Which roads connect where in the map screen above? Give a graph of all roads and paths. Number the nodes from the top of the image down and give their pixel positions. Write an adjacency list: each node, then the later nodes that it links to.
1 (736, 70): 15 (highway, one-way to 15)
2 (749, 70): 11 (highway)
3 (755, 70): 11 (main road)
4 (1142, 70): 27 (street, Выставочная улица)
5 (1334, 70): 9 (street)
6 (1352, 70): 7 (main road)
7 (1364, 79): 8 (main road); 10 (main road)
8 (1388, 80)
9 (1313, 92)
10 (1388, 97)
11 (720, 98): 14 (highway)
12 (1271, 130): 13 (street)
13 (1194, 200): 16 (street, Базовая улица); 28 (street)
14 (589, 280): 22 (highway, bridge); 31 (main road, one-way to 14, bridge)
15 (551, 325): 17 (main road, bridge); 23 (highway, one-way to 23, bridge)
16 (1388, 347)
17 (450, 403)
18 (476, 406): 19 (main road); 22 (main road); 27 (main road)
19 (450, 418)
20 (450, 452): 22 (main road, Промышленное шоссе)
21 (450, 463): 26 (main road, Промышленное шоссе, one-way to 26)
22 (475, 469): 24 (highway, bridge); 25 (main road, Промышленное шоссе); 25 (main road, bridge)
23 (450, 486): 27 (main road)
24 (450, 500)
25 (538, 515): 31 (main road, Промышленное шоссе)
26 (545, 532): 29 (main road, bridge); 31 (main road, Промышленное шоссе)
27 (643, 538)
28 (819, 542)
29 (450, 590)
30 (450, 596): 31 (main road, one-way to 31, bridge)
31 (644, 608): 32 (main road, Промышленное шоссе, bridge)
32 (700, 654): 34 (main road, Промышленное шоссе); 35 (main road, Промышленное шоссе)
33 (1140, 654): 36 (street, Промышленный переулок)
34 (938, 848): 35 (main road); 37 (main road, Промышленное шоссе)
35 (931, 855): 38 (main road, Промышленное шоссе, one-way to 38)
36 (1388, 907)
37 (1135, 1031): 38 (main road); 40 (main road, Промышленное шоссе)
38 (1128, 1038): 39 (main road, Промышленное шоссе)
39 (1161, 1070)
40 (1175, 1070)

════════════════════

§ **EXERCISE DESCRIPTION**
Whenever a line of the listing above holds the word "bridge", copy that line.

§ **EXPECTED ANSWER**
14 (589, 280): 22 (highway, bridge); 31 (main road, one-way to 14, bridge)
15 (551, 325): 17 (main road, bridge); 23 (highway, one-way to 23, bridge)
22 (475, 469): 24 (highway, bridge); 25 (main road, Промышленное шоссе); 25 (main road, bridge)
26 (545, 532): 29 (main road, bridge); 31 (main road, Промышленное шоссе)
30 (450, 596): 31 (main road, one-way to 31, bridge)
31 (644, 608): 32 (main road, Промышленное шоссе, bridge)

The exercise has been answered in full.